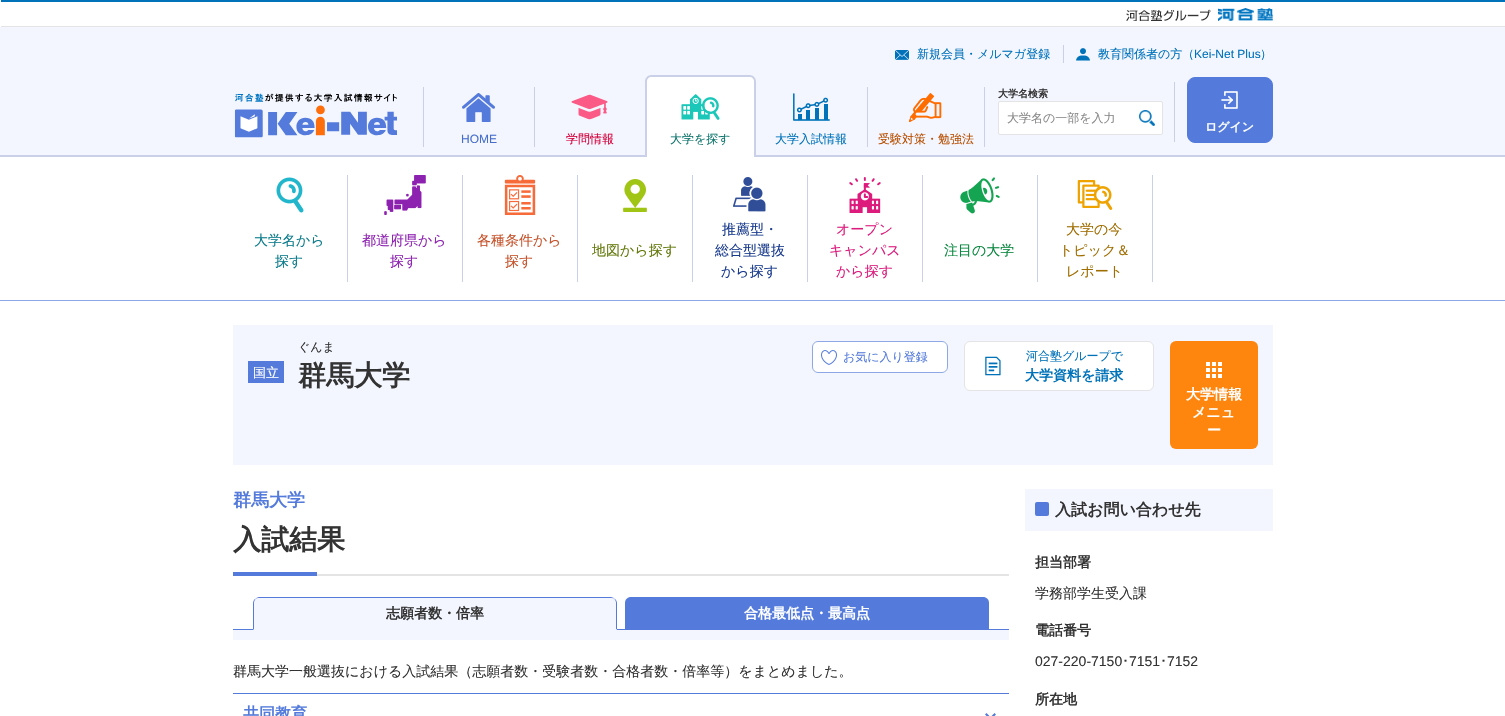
void draw(SkCanvas* canvas) {
    SkPaint paint;
    paint.setAntiAlias(true);
    auto face = [&](const char* family, int weight, float size, bool italic = false) {
        SkFontStyle style(weight, SkFontStyle::kNormal_Width,
            italic ? SkFontStyle::kItalic_Slant : SkFontStyle::kUpright_Slant);
        SkFont result(fontMgr->matchFamilyStyle(family, style), size);
        result.setSubpixel(true);
        return result;
    };
    auto write = [&](const char* s, float x, float y, const SkFont& font, SkColor color) {
        SkPaint ink(SkColor4f::FromColor(color));
        ink.setAntiAlias(true);
        canvas->drawString(s, x, y, font, ink);
    };
    auto block = [&](float x, float y, float w, float h, SkColor color) {
        SkPaint ink(SkColor4f::FromColor(color));
        ink.setAntiAlias(true);
        canvas->drawRect(SkRect::MakeXYWH(x, y, w, h), ink);
    };
    auto card = [&](float x, float y, float w, float h, float radius, SkColor color) {
        SkPaint ink(SkColor4f::FromColor(color));
        ink.setAntiAlias(true);
        canvas->drawRoundRect(SkRect::MakeXYWH(x, y, w, h), radius, radius, ink);
    };
    auto paste = [&](const char* path, float x, float y, float w, float h) {
        auto image = SkImages::DeferredFromEncodedData(SkData::MakeFromFileName(path));
        canvas->drawImageRect(image, SkRect::MakeXYWH(x, y, w, h), SkSamplingOptions());
    };
    canvas->clear(SK_ColorWHITE);
    block(1, 0, 1504, 2, SkColorSetRGB(0, 114, 186));
    block(1, 26, 1504, 1, SkColorSetRGB(228, 228, 228));
    paste("pic1.png", 1126, 9, 85, 12);
    paste("pic2.png", 1218, 8, 55, 13);
    block(0, 27, 1505, 128, SkColorSetRGB(243, 246, 255));
    block(0, 155, 1505, 2, SkColorSetRGB(201, 208, 232));
    paste("pic3.png", 895, 50, 14, 10);
    auto kFont1 = face("WenQuanYi Zen Hei", 500, 12);
    write("新規会員・メルマガ登録", 917, 58, kFont1, SkColorSetRGB(0, 114, 186));
    block(1063, 45, 1, 18, SkColorSetRGB(201, 208, 232));
    paste("pic4.png", 1076, 48, 14, 13);
    write("教育関係者の方（", 1098, 58, kFont1, SkColorSetRGB(0, 114, 186));
    auto kFont2 = face("Liberation Sans", 400, 12);
    write("Kei-Net Plus", 1194, 58, kFont2, SkColorSetRGB(0, 114, 186));
    write("）", 1260, 58, kFont1, SkColorSetRGB(0, 114, 186));
    auto kFont3 = face("WenQuanYi Zen Hei", 700, 10);
    write("大学名検索", 998, 97, kFont3, SkColorSetRGB(51, 51, 51));
    paint.setColor(SK_ColorWHITE);
    canvas->drawRoundRect(SkRect::MakeXYWH(998.5f, 101.5f, 164, 33), 1.5f, 1.5f, paint);
    paint.setStyle(SkPaint::kStroke_Style);
    paint.setStrokeWidth(1);
    paint.setColor(SkColorSetRGB(228, 228, 228));
    canvas->drawRoundRect(SkRect::MakeXYWH(998.5f, 101.5f, 164, 33), 1.5f, 1.5f, paint);
    write("大学名の一部を入力", 1007, 122, kFont1, SkColorSetRGB(136, 136, 136));
    paste("pic5.png", 1139, 110, 16, 16);
    block(1174, 82, 1, 60, SkColorSetRGB(201, 208, 232));
    paste("pic6.png", 234, 93, 163, 45);
    paint.setStyle(SkPaint::kFill_Style);
    paint.setColor(SkColorSetRGB(84, 123, 219));
    canvas->drawRoundRect(SkRect::MakeXYWH(1187.5f, 77.5f, 85, 65), 7.5f, 7.5f, paint);
    paint.setStyle(SkPaint::kStroke_Style);
    canvas->drawRoundRect(SkRect::MakeXYWH(1187.5f, 77.5f, 85, 65), 7.5f, 7.5f, paint);
    paste("pic7.png", 1221, 91, 17, 18);
    auto kFont4 = face("WenQuanYi Zen Hei", 700, 12);
    write("ログイン", 1205, 131, kFont4, SK_ColorWHITE);
    block(984, 87, 1, 60, SkColorSetRGB(201, 208, 232));
    block(867, 87, 1, 60, SkColorSetRGB(201, 208, 232));
    paste("pic8.png", 909, 93, 33, 29);
    write("受験対策・勉強法", 878, 143, kFont1, SkColorSetRGB(184, 78, 0));
    paint.setStyle(SkPaint::kFill_Style);
    paint.setColor(SK_ColorWHITE);
    canvas->drawPath(SkPathBuilder().moveTo(651, 75).lineTo(750, 75).cubicTo(753.5f, 75, 756, 77.5f, 756, 81).lineTo(756, 157).lineTo(645, 157).lineTo(645, 81).cubicTo(645, 77.5f, 647.5f, 75, 651, 75).close().detach(), paint);
    paint.setColor(SkColorSetRGB(201, 208, 232));
    canvas->drawPath(SkPathBuilder(SkPathFillType::kEvenOdd).moveTo(651, 75).lineTo(750, 75).cubicTo(753, 75, 756, 78, 756, 81).lineTo(756, 157).lineTo(645, 157).lineTo(645, 81).cubicTo(645, 78, 648, 75, 651, 75).close().moveTo(651, 77).lineTo(750, 77).cubicTo(752, 77, 754, 79, 754, 81).lineTo(754, 157).lineTo(647, 157).lineTo(647, 81).cubicTo(647, 79, 649, 77, 651, 77).close().detach(), paint);
    paste("pic9.png", 681, 94, 39, 26);
    write("大学を探す", 670, 143, kFont1, SkColorSetRGB(13, 117, 108));
    block(0, 300, 1505, 1, SkColorSetRGB(142, 168, 230));
    block(347, 175, 1, 107, SkColorSetRGB(201, 208, 232));
    paste("pic10.png", 276, 177, 28, 36);
    auto kFont5 = face("WenQuanYi Zen Hei", 500, 14);
    write("大学名から", 254, 245, kFont5, SkColorSetRGB(12, 124, 140));
    write("探す", 275, 266, kFont5, SkColorSetRGB(12, 124, 140));
    block(462, 175, 1, 107, SkColorSetRGB(201, 208, 232));
    paste("pic11.png", 384, 175, 42, 40);
    write("都道府県から", 362, 245, kFont5, SkColorSetRGB(141, 33, 176));
    write("探す", 390, 266, kFont5, SkColorSetRGB(141, 33, 176));
    block(577, 175, 1, 107, SkColorSetRGB(201, 208, 232));
    paste("pic12.png", 504, 175, 32, 40);
    write("各種条件から", 477, 245, kFont5, SkColorSetRGB(197, 81, 41));
    write("探す", 505, 266, kFont5, SkColorSetRGB(197, 81, 41));
    block(692, 175, 1, 107, SkColorSetRGB(201, 208, 232));
    paste("pic13.png", 623, 179, 24, 33);
    write("地図から探す", 592, 255, kFont5, SkColorSetRGB(97, 120, 8));
    block(807, 175, 1, 107, SkColorSetRGB(201, 208, 232));
    paste("pic14.png", 733, 177, 33, 35);
    write("推薦型・", 722, 234, kFont5, SkColorSetRGB(25, 59, 141));
    write("総合型選抜", 715, 255, kFont5, SkColorSetRGB(25, 59, 141));
    write("から探す", 721, 276, kFont5, SkColorSetRGB(25, 59, 141));
    block(922, 175, 1, 107, SkColorSetRGB(201, 208, 232));
    paste("pic15.png", 849, 177, 32, 36);
    write("オープン", 836, 234, kFont5, SkColorSetRGB(221, 27, 125));
    write("キャンパス", 829, 255, kFont5, SkColorSetRGB(221, 27, 125));
    write("から探す", 836, 276, kFont5, SkColorSetRGB(221, 27, 125));
    block(1037, 175, 1, 107, SkColorSetRGB(201, 208, 232));
    paste("pic16.png", 960, 177, 40, 37);
    write("注目の大学", 944, 255, kFont5, SkColorSetRGB(8, 135, 62));
    block(1152, 175, 1, 107, SkColorSetRGB(201, 208, 232));
    paste("pic17.png", 1077, 180, 36, 30);
    write("大学の今", 1066, 234, kFont5, SkColorSetRGB(159, 109, 0));
    write("トピック＆", 1059, 255, kFont5, SkColorSetRGB(159, 109, 0));
    write("レポート", 1066, 276, kFont5, SkColorSetRGB(159, 109, 0));
    block(423, 87, 1, 60, SkColorSetRGB(201, 208, 232));
    paste("pic18.png", 462, 93, 33, 29);
    write("HOME", 461, 143, kFont2, SkColorSetRGB(72, 110, 204));
    block(534, 87, 1, 60, SkColorSetRGB(201, 208, 232));
    paste("pic19.png", 571, 94, 37, 26);
    write("学問情報", 566, 143, kFont1, SkColorSetRGB(213, 0, 57));
    paste("pic20.png", 793, 93, 37, 28);
    write("大学入試情報", 775, 143, kFont1, SkColorSetRGB(0, 114, 186));
    block(233, 325, 1040, 140, SkColorSetRGB(243, 246, 255));
    block(248, 361, 36, 22, SkColorSetRGB(84, 123, 219));
    auto kFont6 = face("WenQuanYi Zen Hei", 500, 13);
    write("国立", 253, 377, kFont6, SK_ColorWHITE);
    write("ぐんま", 298, 351, kFont1, SkColorSetRGB(51, 51, 51));
    auto kFont7 = face("WenQuanYi Zen Hei", 700, 28);
    write("群馬大学", 298, 385, kFont7, SkColorSetRGB(51, 51, 51));
    card(812, 341, 136, 32, 6, SK_ColorWHITE);
    paste("pic21.png", 821, 350, 16, 15);
    paint.setStyle(SkPaint::kStroke_Style);
    paint.setColor(SkColorSetRGB(142, 168, 230));
    canvas->drawRoundRect(SkRect::MakeXYWH(812.5f, 341.5f, 135, 31), 5.5f, 5.5f, paint);
    write("お気に入り登録", 843, 361, kFont1, SkColorSetRGB(84, 123, 219));
    paint.setStyle(SkPaint::kFill_Style);
    paint.setColor(SK_ColorWHITE);
    canvas->drawRoundRect(SkRect::MakeXYWH(964.5f, 341.5f, 189, 49), 5.5f, 5.5f, paint);
    paint.setStyle(SkPaint::kStroke_Style);
    paint.setColor(SkColorSetRGB(228, 228, 228));
    canvas->drawRoundRect(SkRect::MakeXYWH(964.5f, 341.5f, 189, 49), 5.5f, 5.5f, paint);
    paste("pic22.png", 985, 356, 16, 20);
    write("河合塾グループで", 1026, 360, kFont1, SkColorSetRGB(0, 114, 186));
    auto kFont8 = face("WenQuanYi Zen Hei", 700, 14);
    write("大学資料を請求", 1025, 380, kFont8, SkColorSetRGB(0, 114, 186));
    card(1170, 341, 88, 108, 6, SkColorSetRGB(255, 134, 14));
    paste("pic23.png", 1206, 362, 16, 16);
    write("大学情報", 1186, 399, kFont8, SK_ColorWHITE);
    write("メニュ", 1192, 417, kFont8, SK_ColorWHITE);
    write("ー", 1207, 435, kFont8, SK_ColorWHITE);
    block(317, 574, 692, 2, SkColorSetRGB(228, 228, 228));
    auto kFont9 = face("WenQuanYi Zen Hei", 700, 18);
    write("群馬大学", 233, 506, kFont9, SkColorSetRGB(84, 123, 219));
    write("入試結果", 233, 549, kFont7, SkColorSetRGB(51, 51, 51));
    block(233, 572, 84, 4, SkColorSetRGB(84, 123, 219));
    block(233, 629, 776, 1, SkColorSetRGB(84, 123, 219));
    paint.setStyle(SkPaint::kFill_Style);
    paint.setColor(SkColorSetRGB(243, 246, 255));
    canvas->drawPath(SkPathBuilder().moveTo(259, 597).lineTo(611, 597).cubicTo(614.5f, 597, 617, 599.5f, 617, 603).lineTo(617, 630).lineTo(253, 630).lineTo(253, 603).cubicTo(253, 599.5f, 255.5f, 597, 259, 597).close().detach(), paint);
    paint.setColor(SkColorSetRGB(84, 123, 219));
    canvas->drawPath(SkPathBuilder().moveTo(259, 597).cubicTo(258, 597, 256, 598, 255, 599).cubicTo(256, 598, 258, 598, 259, 598).lineTo(611, 598).cubicTo(612, 598, 614, 598, 615, 599).cubicTo(614, 598, 612, 597, 611, 597).close().detach(), paint);
    canvas->drawPath(SkPathBuilder().moveTo(617, 630).lineTo(617, 603).cubicTo(617, 601.5f, 616, 600, 615, 599).lineTo(614.5f, 599.5f).cubicTo(615.5f, 600, 616, 601.5f, 616, 603).lineTo(616, 629).close().detach(), paint);
    paint.setColor(SkColorSetRGB(243, 246, 255));
    canvas->drawPath(SkPathBuilder().moveTo(617, 630).lineTo(616, 629).lineTo(254, 629).lineTo(253, 630).close().detach(), paint);
    paint.setColor(SkColorSetRGB(84, 123, 219));
    canvas->drawPath(SkPathBuilder().moveTo(253, 630).lineTo(254, 629).lineTo(254, 603).cubicTo(254, 601.5f, 254.5f, 600, 255.5f, 599.5f).lineTo(255, 599).cubicTo(254, 600, 253, 601.5f, 253, 603).close().detach(), paint);
    write("志願者数・倍率", 386, 618, kFont8, SkColorSetRGB(51, 51, 51));
    canvas->drawPath(SkPathBuilder().moveTo(631, 597).lineTo(983, 597).cubicTo(986.5f, 597, 989, 599.5f, 989, 603).lineTo(989, 630).lineTo(625, 630).lineTo(625, 603).cubicTo(625, 599.5f, 627.5f, 597, 631, 597).close().detach(), paint);
    write("合格最低点・最高点", 744, 618, kFont8, SK_ColorWHITE);
    block(233, 630, 776, 10, SkColorSetRGB(243, 246, 255));
    write("群馬大学一般選抜における入試結果（志願者数・受験者数・合格者数・倍率等）をまとめました。", 233, 676, kFont5, SkColorSetRGB(51, 51, 51));
    block(233, 693, 776, 1, SkColorSetRGB(84, 123, 219));
    auto kFont10 = face("WenQuanYi Zen Hei", 700, 16);
    write("共同教育", 243, 719, kFont10, SkColorSetRGB(84, 123, 219));
    canvas->drawPath(SkPathBuilder().moveTo(996, 714.5f).lineTo(990.5f, 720).lineTo(989, 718.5f).lineTo(994.5f, 713).close().moveTo(992, 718.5f).lineTo(990.5f, 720).lineTo(985, 714.5f).lineTo(986.5f, 713).close().detach(), paint);
    block(1025, 489, 248, 42, SkColorSetRGB(243, 246, 255));
    card(1035, 502, 14, 14, 2, SkColorSetRGB(84, 123, 219));
    write("入試お問い合わせ先", 1055, 515, kFont10, SkColorSetRGB(51, 51, 51));
    write("担当部署", 1035, 567, kFont8, SkColorSetRGB(51, 51, 51));
    write("学務部学生受入課", 1035, 598, kFont5, SkColorSetRGB(51, 51, 51));
    write("電話番号", 1035, 635, kFont8, SkColorSetRGB(51, 51, 51));
    auto kFont11 = face("Liberation Sans", 400, 14);
    write("027-220-7150", 1035, 666, kFont11, SkColorSetRGB(51, 51, 51));
    auto kFont12 = face("IPAPGothic", 400, 14);
    write("･", 1122, 666, kFont12, SkColorSetRGB(51, 51, 51));
    write("7151", 1129, 666, kFont11, SkColorSetRGB(51, 51, 51));
    write("･", 1160, 666, kFont12, SkColorSetRGB(51, 51, 51));
    write("7152", 1167, 666, kFont11, SkColorSetRGB(51, 51, 51));
    write("所在地", 1035, 704, kFont8, SkColorSetRGB(51, 51, 51));
}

▶ **Work instruction**
Your answer should be the exact lines above from the one with "93, 37, 28);" through the one with "399, kFont8, SK_ColorWHITE);", both included, and nothing besides.

▶ **Response area**
    paste("pic20.png", 793, 93, 37, 28);
    write("大学入試情報", 775, 143, kFont1, SkColorSetRGB(0, 114, 186));
    block(233, 325, 1040, 140, SkColorSetRGB(243, 246, 255));
    block(248, 361, 36, 22, SkColorSetRGB(84, 123, 219));
    auto kFont6 = face("WenQuanYi Zen Hei", 500, 13);
    write("国立", 253, 377, kFont6, SK_ColorWHITE);
    write("ぐんま", 298, 351, kFont1, SkColorSetRGB(51, 51, 51));
    auto kFont7 = face("WenQuanYi Zen Hei", 700, 28);
    write("群馬大学", 298, 385, kFont7, SkColorSetRGB(51, 51, 51));
    card(812, 341, 136, 32, 6, SK_ColorWHITE);
    paste("pic21.png", 821, 350, 16, 15);
    paint.setStyle(SkPaint::kStroke_Style);
    paint.setColor(SkColorSetRGB(142, 168, 230));
    canvas->drawRoundRect(SkRect::MakeXYWH(812.5f, 341.5f, 135, 31), 5.5f, 5.5f, paint);
    write("お気に入り登録", 843, 361, kFont1, SkColorSetRGB(84, 123, 219));
    paint.setStyle(SkPaint::kFill_Style);
    paint.setColor(SK_ColorWHITE);
    canvas->drawRoundRect(SkRect::MakeXYWH(964.5f, 341.5f, 189, 49), 5.5f, 5.5f, paint);
    paint.setStyle(SkPaint::kStroke_Style);
    paint.setColor(SkColorSetRGB(228, 228, 228));
    canvas->drawRoundRect(SkRect::MakeXYWH(964.5f, 341.5f, 189, 49), 5.5f, 5.5f, paint);
    paste("pic22.png", 985, 356, 16, 20);
    write("河合塾グループで", 1026, 360, kFont1, SkColorSetRGB(0, 114, 186));
    auto kFont8 = face("WenQuanYi Zen Hei", 700, 14);
    write("大学資料を請求", 1025, 380, kFont8, SkColorSetRGB(0, 114, 186));
    card(1170, 341, 88, 108, 6, SkColorSetRGB(255, 134, 14));
    paste("pic23.png", 1206, 362, 16, 16);
    write("大学情報", 1186, 399, kFont8, SK_ColorWHITE);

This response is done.